■ **Task item**
The result should be an exact copy of the entries below, free of pictures.

[Opening Extracted records section]

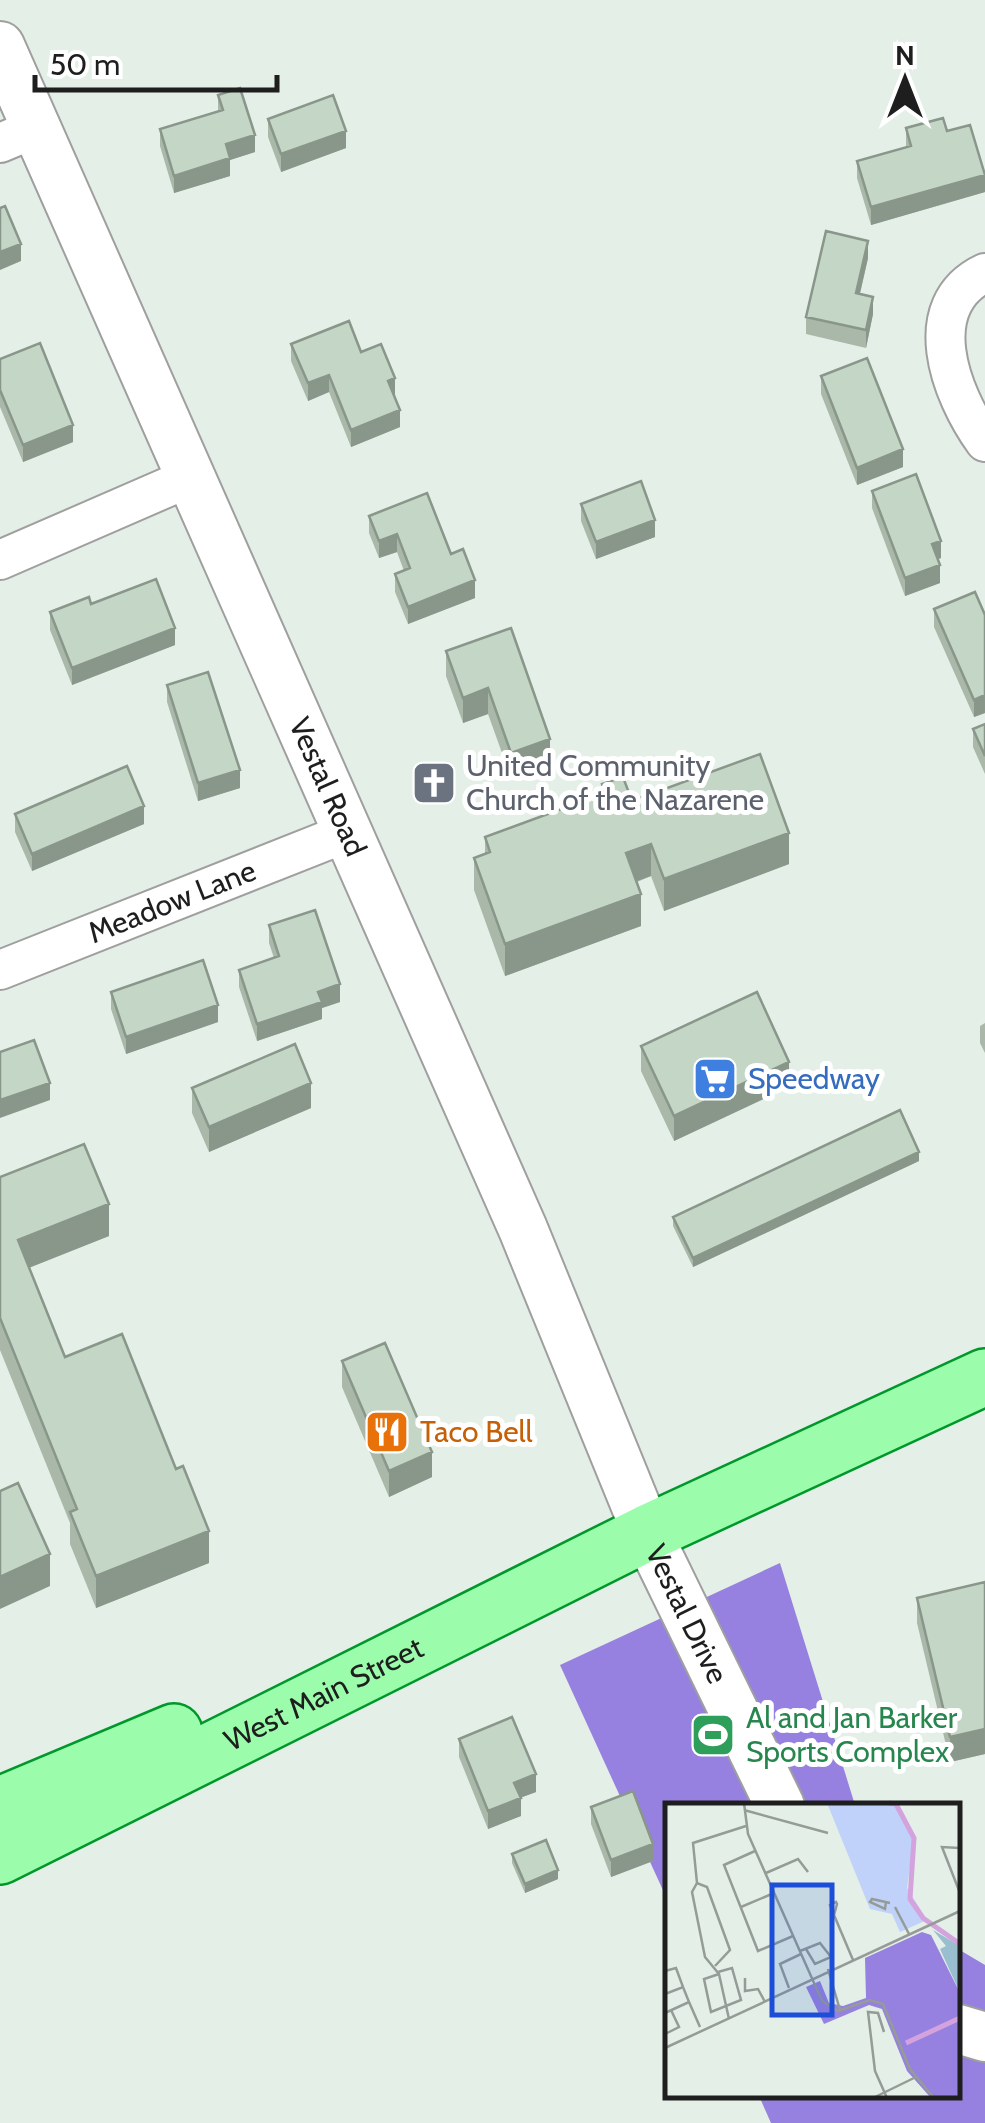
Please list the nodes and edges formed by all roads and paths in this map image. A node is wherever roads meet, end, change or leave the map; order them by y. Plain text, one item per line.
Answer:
1 (0, 46) edge
2 (18, 136) edge
3 (985, 273) edge
4 (985, 442) edge
5 (191, 477) junction
6 (0, 560) edge
7 (346, 833) junction
8 (0, 970) edge
9 (985, 1377) edge
10 (647, 1533) junction
11 (779, 1803) edge
12 (0, 1805) edge
13 (0, 1856) edge
14 (960, 2031) edge
15 (985, 2037) edge

1 - 2 street, Vestal Road
2 - 5 street, Vestal Road
3 - 4 street
5 - 6 street
5 - 7 street, Vestal Road
7 - 8 street, Meadow Lane
7 - 10 street, Vestal Road
9 - 10 main road, West Main Street
10 - 11 street, Vestal Drive
10 - 12 main road, West Main Street
10 - 13 main road, West Main Street
14 - 15 street

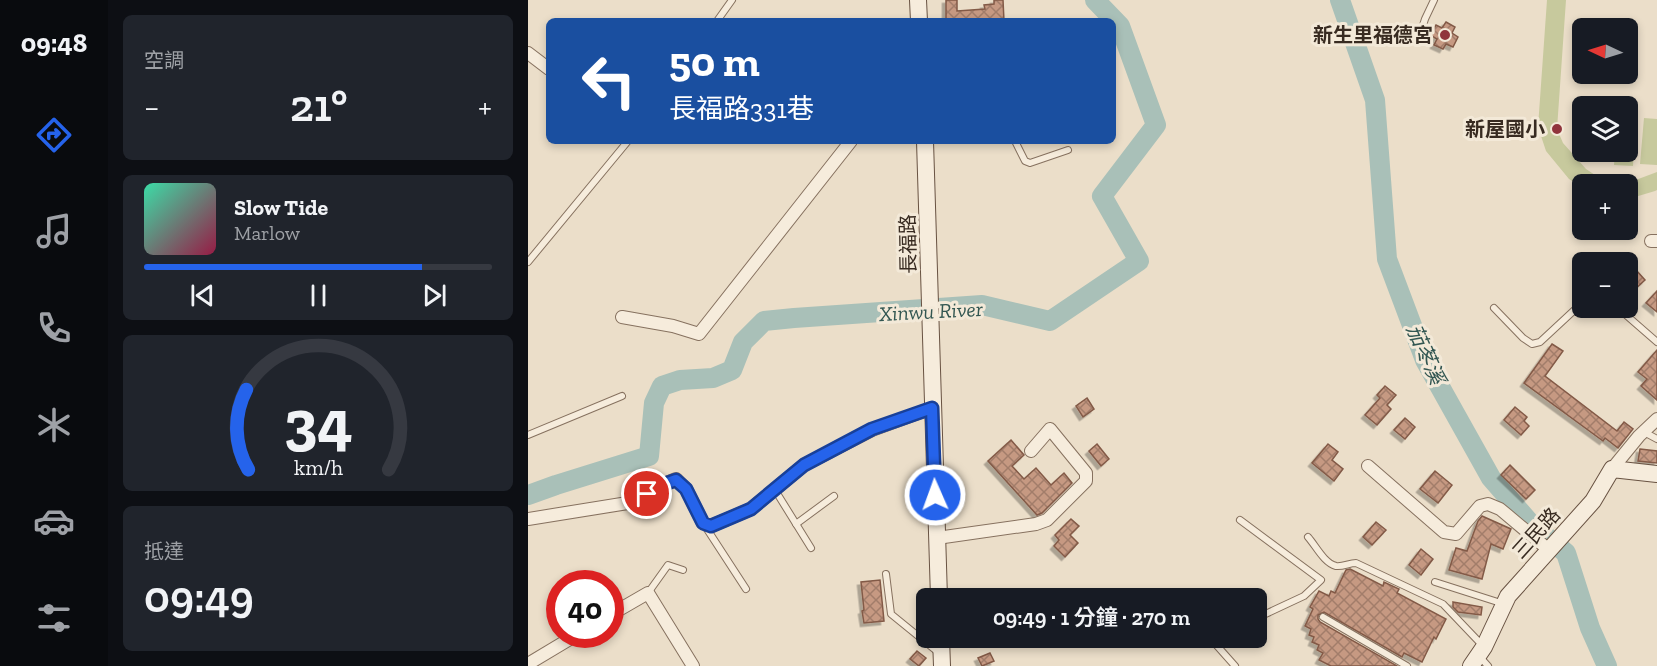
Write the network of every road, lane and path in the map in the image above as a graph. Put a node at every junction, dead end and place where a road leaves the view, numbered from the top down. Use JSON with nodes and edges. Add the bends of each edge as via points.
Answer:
{"nodes":[{"id":1,"x":732,"y":0,"type":"edge"},
{"id":2,"x":918,"y":0,"type":"edge"},
{"id":3,"x":1434,"y":0,"type":"edge"},
{"id":4,"x":719,"y":18,"type":"edge"},
{"id":5,"x":919,"y":18,"type":"edge"},
{"id":6,"x":1419,"y":38,"type":"dead end"},
{"id":7,"x":528,"y":53,"type":"edge"},
{"id":8,"x":546,"y":67,"type":"edge"},
{"id":9,"x":626,"y":144,"type":"edge"},
{"id":10,"x":849,"y":144,"type":"edge"},
{"id":11,"x":925,"y":144,"type":"edge"},
{"id":12,"x":1016,"y":144,"type":"edge"},
{"id":13,"x":1068,"y":150,"type":"dead end"},
{"id":14,"x":528,"y":262,"type":"edge"},
{"id":15,"x":1494,"y":308,"type":"dead end"},
{"id":16,"x":1572,"y":312,"type":"edge"},
{"id":17,"x":622,"y":317,"type":"dead end"},
{"id":18,"x":1629,"y":318,"type":"edge"},
{"id":19,"x":1657,"y":342,"type":"edge"},
{"id":20,"x":622,"y":396,"type":"dead end"},
{"id":21,"x":932,"y":408,"type":"junction"},
{"id":22,"x":1657,"y":419,"type":"edge"},
{"id":23,"x":1644,"y":432,"type":"junction"},
{"id":24,"x":528,"y":435,"type":"edge"},
{"id":25,"x":1657,"y":439,"type":"edge"},
{"id":26,"x":1030,"y":451,"type":"dead end"},
{"id":27,"x":1368,"y":466,"type":"dead end"},
{"id":28,"x":1612,"y":469,"type":"junction"},
{"id":29,"x":1657,"y":474,"type":"edge"},
{"id":30,"x":774,"y":490,"type":"junction"},
{"id":31,"x":834,"y":496,"type":"dead end"},
{"id":32,"x":528,"y":519,"type":"edge"},
{"id":33,"x":1240,"y":520,"type":"dead end"},
{"id":34,"x":703,"y":523,"type":"junction"},
{"id":35,"x":796,"y":524,"type":"junction"},
{"id":36,"x":1308,"y":537,"type":"dead end"},
{"id":37,"x":937,"y":538,"type":"junction"},
{"id":38,"x":1552,"y":546,"type":"junction"},
{"id":39,"x":811,"y":548,"type":"dead end"},
{"id":40,"x":683,"y":570,"type":"dead end"},
{"id":41,"x":886,"y":574,"type":"dead end"},
{"id":42,"x":1435,"y":582,"type":"dead end"},
{"id":43,"x":939,"y":588,"type":"edge"},
{"id":44,"x":746,"y":589,"type":"dead end"},
{"id":45,"x":648,"y":593,"type":"junction"},
{"id":46,"x":1504,"y":604,"type":"junction"},
{"id":47,"x":624,"y":607,"type":"edge"},
{"id":48,"x":1267,"y":613,"type":"edge"},
{"id":49,"x":1323,"y":617,"type":"dead end"},
{"id":50,"x":555,"y":648,"type":"edge"},
{"id":51,"x":1219,"y":648,"type":"edge"},
{"id":52,"x":1481,"y":658,"type":"edge"},
{"id":53,"x":942,"y":661,"type":"edge"},
{"id":54,"x":528,"y":664,"type":"edge"},
{"id":55,"x":693,"y":666,"type":"edge"},
{"id":56,"x":1234,"y":666,"type":"edge"},
{"id":57,"x":1407,"y":666,"type":"edge"}],
"edges":[{"from":1,"to":4,"type":"lane"},
{"from":2,"to":5,"type":"street"},
{"from":3,"to":6,"type":"lane"},
{"from":7,"to":8,"type":"street"},
{"from":9,"to":14,"type":"lane"},
{"from":10,"to":17,"type":"street","via":[[699,334]]},
{"from":11,"to":21,"type":"street","name":"長福路"},
{"from":12,"to":13,"type":"lane","via":[[1025,161],[1030,162]]},
{"from":15,"to":16,"type":"lane","via":[[1532,344],[1540,342]]},
{"from":18,"to":19,"type":"lane"},
{"from":20,"to":24,"type":"lane"},
{"from":21,"to":30,"type":"street","via":[[872,429],[804,465]]},
{"from":21,"to":37,"type":"street","name":"長福路"},
{"from":22,"to":23,"type":"street"},
{"from":23,"to":25,"type":"lane"},
{"from":23,"to":28,"type":"street"},
{"from":26,"to":37,"type":"street","via":[[1050,429],[1086,473],[1086,481],[1047,520]]},
{"from":27,"to":38,"type":"street","via":[[1444,532],[1456,534],[1480,506],[1488,504]]},
{"from":28,"to":29,"type":"street"},
{"from":28,"to":38,"type":"street","name":"三民路","via":[[1593,501]]},
{"from":30,"to":34,"type":"street","via":[[751,509],[711,526]]},
{"from":30,"to":35,"type":"lane"},
{"from":31,"to":35,"type":"lane"},
{"from":32,"to":34,"type":"street","via":[[634,502],[676,480],[686,489]]},
{"from":33,"to":48,"type":"lane","via":[[1321,580],[1305,596]]},
{"from":34,"to":44,"type":"lane"},
{"from":35,"to":39,"type":"lane"},
{"from":36,"to":52,"type":"lane","via":[[1335,566],[1356,563],[1443,604]]},
{"from":37,"to":43,"type":"street","name":"長福路"},
{"from":38,"to":46,"type":"street","name":"三民路"},
{"from":40,"to":45,"type":"lane","via":[[668,564]]},
{"from":41,"to":53,"type":"lane","via":[[891,614]]},
{"from":42,"to":46,"type":"lane"},
{"from":45,"to":47,"type":"street"},
{"from":45,"to":55,"type":"street"},
{"from":46,"to":52,"type":"street","name":"三民路"},
{"from":49,"to":57,"type":"lane"},
{"from":50,"to":54,"type":"street"},
{"from":51,"to":56,"type":"lane"}]}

[Closing Extracted records section]

■ **Solution for this exercise**
Please list the nodes and edges formed by all roads and paths in this map image. A node is wherever roads meet, end, change or leave the map; order them by y. Plain text, one item per line.
Answer:
1 (0, 46) edge
2 (18, 136) edge
3 (985, 273) edge
4 (985, 442) edge
5 (191, 477) junction
6 (0, 560) edge
7 (346, 833) junction
8 (0, 970) edge
9 (985, 1377) edge
10 (647, 1533) junction
11 (779, 1803) edge
12 (0, 1805) edge
13 (0, 1856) edge
14 (960, 2031) edge
15 (985, 2037) edge

1 - 2 street, Vestal Road
2 - 5 street, Vestal Road
3 - 4 street
5 - 6 street
5 - 7 street, Vestal Road
7 - 8 street, Meadow Lane
7 - 10 street, Vestal Road
9 - 10 main road, West Main Street
10 - 11 street, Vestal Drive
10 - 12 main road, West Main Street
10 - 13 main road, West Main Street
14 - 15 street

Write the network of every road, lane and path in the map in the image above as a graph. Put a node at every junction, dead end and place where a road leaves the view, numbered from the top down. Use JSON with nodes and edges. Add the bends of each edge as via points.
Answer:
{"nodes":[{"id":1,"x":732,"y":0,"type":"edge"},
{"id":2,"x":918,"y":0,"type":"edge"},
{"id":3,"x":1434,"y":0,"type":"edge"},
{"id":4,"x":719,"y":18,"type":"edge"},
{"id":5,"x":919,"y":18,"type":"edge"},
{"id":6,"x":1419,"y":38,"type":"dead end"},
{"id":7,"x":528,"y":53,"type":"edge"},
{"id":8,"x":546,"y":67,"type":"edge"},
{"id":9,"x":626,"y":144,"type":"edge"},
{"id":10,"x":849,"y":144,"type":"edge"},
{"id":11,"x":925,"y":144,"type":"edge"},
{"id":12,"x":1016,"y":144,"type":"edge"},
{"id":13,"x":1068,"y":150,"type":"dead end"},
{"id":14,"x":528,"y":262,"type":"edge"},
{"id":15,"x":1494,"y":308,"type":"dead end"},
{"id":16,"x":1572,"y":312,"type":"edge"},
{"id":17,"x":622,"y":317,"type":"dead end"},
{"id":18,"x":1629,"y":318,"type":"edge"},
{"id":19,"x":1657,"y":342,"type":"edge"},
{"id":20,"x":622,"y":396,"type":"dead end"},
{"id":21,"x":932,"y":408,"type":"junction"},
{"id":22,"x":1657,"y":419,"type":"edge"},
{"id":23,"x":1644,"y":432,"type":"junction"},
{"id":24,"x":528,"y":435,"type":"edge"},
{"id":25,"x":1657,"y":439,"type":"edge"},
{"id":26,"x":1030,"y":451,"type":"dead end"},
{"id":27,"x":1368,"y":466,"type":"dead end"},
{"id":28,"x":1612,"y":469,"type":"junction"},
{"id":29,"x":1657,"y":474,"type":"edge"},
{"id":30,"x":774,"y":490,"type":"junction"},
{"id":31,"x":834,"y":496,"type":"dead end"},
{"id":32,"x":528,"y":519,"type":"edge"},
{"id":33,"x":1240,"y":520,"type":"dead end"},
{"id":34,"x":703,"y":523,"type":"junction"},
{"id":35,"x":796,"y":524,"type":"junction"},
{"id":36,"x":1308,"y":537,"type":"dead end"},
{"id":37,"x":937,"y":538,"type":"junction"},
{"id":38,"x":1552,"y":546,"type":"junction"},
{"id":39,"x":811,"y":548,"type":"dead end"},
{"id":40,"x":683,"y":570,"type":"dead end"},
{"id":41,"x":886,"y":574,"type":"dead end"},
{"id":42,"x":1435,"y":582,"type":"dead end"},
{"id":43,"x":939,"y":588,"type":"edge"},
{"id":44,"x":746,"y":589,"type":"dead end"},
{"id":45,"x":648,"y":593,"type":"junction"},
{"id":46,"x":1504,"y":604,"type":"junction"},
{"id":47,"x":624,"y":607,"type":"edge"},
{"id":48,"x":1267,"y":613,"type":"edge"},
{"id":49,"x":1323,"y":617,"type":"dead end"},
{"id":50,"x":555,"y":648,"type":"edge"},
{"id":51,"x":1219,"y":648,"type":"edge"},
{"id":52,"x":1481,"y":658,"type":"edge"},
{"id":53,"x":942,"y":661,"type":"edge"},
{"id":54,"x":528,"y":664,"type":"edge"},
{"id":55,"x":693,"y":666,"type":"edge"},
{"id":56,"x":1234,"y":666,"type":"edge"},
{"id":57,"x":1407,"y":666,"type":"edge"}],
"edges":[{"from":1,"to":4,"type":"lane"},
{"from":2,"to":5,"type":"street"},
{"from":3,"to":6,"type":"lane"},
{"from":7,"to":8,"type":"street"},
{"from":9,"to":14,"type":"lane"},
{"from":10,"to":17,"type":"street","via":[[699,334]]},
{"from":11,"to":21,"type":"street","name":"長福路"},
{"from":12,"to":13,"type":"lane","via":[[1025,161],[1030,162]]},
{"from":15,"to":16,"type":"lane","via":[[1532,344],[1540,342]]},
{"from":18,"to":19,"type":"lane"},
{"from":20,"to":24,"type":"lane"},
{"from":21,"to":30,"type":"street","via":[[872,429],[804,465]]},
{"from":21,"to":37,"type":"street","name":"長福路"},
{"from":22,"to":23,"type":"street"},
{"from":23,"to":25,"type":"lane"},
{"from":23,"to":28,"type":"street"},
{"from":26,"to":37,"type":"street","via":[[1050,429],[1086,473],[1086,481],[1047,520]]},
{"from":27,"to":38,"type":"street","via":[[1444,532],[1456,534],[1480,506],[1488,504]]},
{"from":28,"to":29,"type":"street"},
{"from":28,"to":38,"type":"street","name":"三民路","via":[[1593,501]]},
{"from":30,"to":34,"type":"street","via":[[751,509],[711,526]]},
{"from":30,"to":35,"type":"lane"},
{"from":31,"to":35,"type":"lane"},
{"from":32,"to":34,"type":"street","via":[[634,502],[676,480],[686,489]]},
{"from":33,"to":48,"type":"lane","via":[[1321,580],[1305,596]]},
{"from":34,"to":44,"type":"lane"},
{"from":35,"to":39,"type":"lane"},
{"from":36,"to":52,"type":"lane","via":[[1335,566],[1356,563],[1443,604]]},
{"from":37,"to":43,"type":"street","name":"長福路"},
{"from":38,"to":46,"type":"street","name":"三民路"},
{"from":40,"to":45,"type":"lane","via":[[668,564]]},
{"from":41,"to":53,"type":"lane","via":[[891,614]]},
{"from":42,"to":46,"type":"lane"},
{"from":45,"to":47,"type":"street"},
{"from":45,"to":55,"type":"street"},
{"from":46,"to":52,"type":"street","name":"三民路"},
{"from":49,"to":57,"type":"lane"},
{"from":50,"to":54,"type":"street"},
{"from":51,"to":56,"type":"lane"}]}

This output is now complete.